WORK INSTRUCTION.
Print the listing below exactly as written.

━━━━━ INPUT RECORDS ━━━━━

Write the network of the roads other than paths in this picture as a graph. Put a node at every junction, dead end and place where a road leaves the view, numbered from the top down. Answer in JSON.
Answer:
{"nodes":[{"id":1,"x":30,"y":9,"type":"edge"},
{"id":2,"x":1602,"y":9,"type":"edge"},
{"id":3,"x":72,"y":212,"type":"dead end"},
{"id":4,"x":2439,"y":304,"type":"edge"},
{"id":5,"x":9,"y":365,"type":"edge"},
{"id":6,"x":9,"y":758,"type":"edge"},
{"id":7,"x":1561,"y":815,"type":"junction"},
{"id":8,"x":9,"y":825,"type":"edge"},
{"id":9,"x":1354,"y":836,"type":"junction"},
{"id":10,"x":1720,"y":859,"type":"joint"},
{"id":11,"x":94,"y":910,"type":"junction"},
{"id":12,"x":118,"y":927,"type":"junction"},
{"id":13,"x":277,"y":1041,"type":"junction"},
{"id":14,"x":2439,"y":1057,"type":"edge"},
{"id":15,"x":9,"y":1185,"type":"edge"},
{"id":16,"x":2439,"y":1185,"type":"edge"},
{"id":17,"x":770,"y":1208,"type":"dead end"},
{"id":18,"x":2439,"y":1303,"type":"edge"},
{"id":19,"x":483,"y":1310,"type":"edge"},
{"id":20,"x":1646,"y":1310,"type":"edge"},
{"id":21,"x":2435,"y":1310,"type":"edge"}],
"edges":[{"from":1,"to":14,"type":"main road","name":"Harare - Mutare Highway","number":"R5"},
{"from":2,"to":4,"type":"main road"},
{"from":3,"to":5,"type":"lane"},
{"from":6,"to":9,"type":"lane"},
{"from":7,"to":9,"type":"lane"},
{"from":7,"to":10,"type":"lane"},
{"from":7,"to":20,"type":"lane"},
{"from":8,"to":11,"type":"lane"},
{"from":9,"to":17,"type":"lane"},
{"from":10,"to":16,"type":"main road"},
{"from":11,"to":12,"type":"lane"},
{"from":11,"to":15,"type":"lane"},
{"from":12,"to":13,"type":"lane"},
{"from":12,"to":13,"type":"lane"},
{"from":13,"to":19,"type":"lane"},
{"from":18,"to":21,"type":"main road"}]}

━━━━━

YOUR RESPONSE.
Write the network of the roads other than paths in this picture as a graph. Put a node at every junction, dead end and place where a road leaves the view, numbered from the top down. Answer in JSON.
Answer:
{"nodes":[{"id":1,"x":30,"y":9,"type":"edge"},
{"id":2,"x":1602,"y":9,"type":"edge"},
{"id":3,"x":72,"y":212,"type":"dead end"},
{"id":4,"x":2439,"y":304,"type":"edge"},
{"id":5,"x":9,"y":365,"type":"edge"},
{"id":6,"x":9,"y":758,"type":"edge"},
{"id":7,"x":1561,"y":815,"type":"junction"},
{"id":8,"x":9,"y":825,"type":"edge"},
{"id":9,"x":1354,"y":836,"type":"junction"},
{"id":10,"x":1720,"y":859,"type":"joint"},
{"id":11,"x":94,"y":910,"type":"junction"},
{"id":12,"x":118,"y":927,"type":"junction"},
{"id":13,"x":277,"y":1041,"type":"junction"},
{"id":14,"x":2439,"y":1057,"type":"edge"},
{"id":15,"x":9,"y":1185,"type":"edge"},
{"id":16,"x":2439,"y":1185,"type":"edge"},
{"id":17,"x":770,"y":1208,"type":"dead end"},
{"id":18,"x":2439,"y":1303,"type":"edge"},
{"id":19,"x":483,"y":1310,"type":"edge"},
{"id":20,"x":1646,"y":1310,"type":"edge"},
{"id":21,"x":2435,"y":1310,"type":"edge"}],
"edges":[{"from":1,"to":14,"type":"main road","name":"Harare - Mutare Highway","number":"R5"},
{"from":2,"to":4,"type":"main road"},
{"from":3,"to":5,"type":"lane"},
{"from":6,"to":9,"type":"lane"},
{"from":7,"to":9,"type":"lane"},
{"from":7,"to":10,"type":"lane"},
{"from":7,"to":20,"type":"lane"},
{"from":8,"to":11,"type":"lane"},
{"from":9,"to":17,"type":"lane"},
{"from":10,"to":16,"type":"main road"},
{"from":11,"to":12,"type":"lane"},
{"from":11,"to":15,"type":"lane"},
{"from":12,"to":13,"type":"lane"},
{"from":12,"to":13,"type":"lane"},
{"from":13,"to":19,"type":"lane"},
{"from":18,"to":21,"type":"main road"}]}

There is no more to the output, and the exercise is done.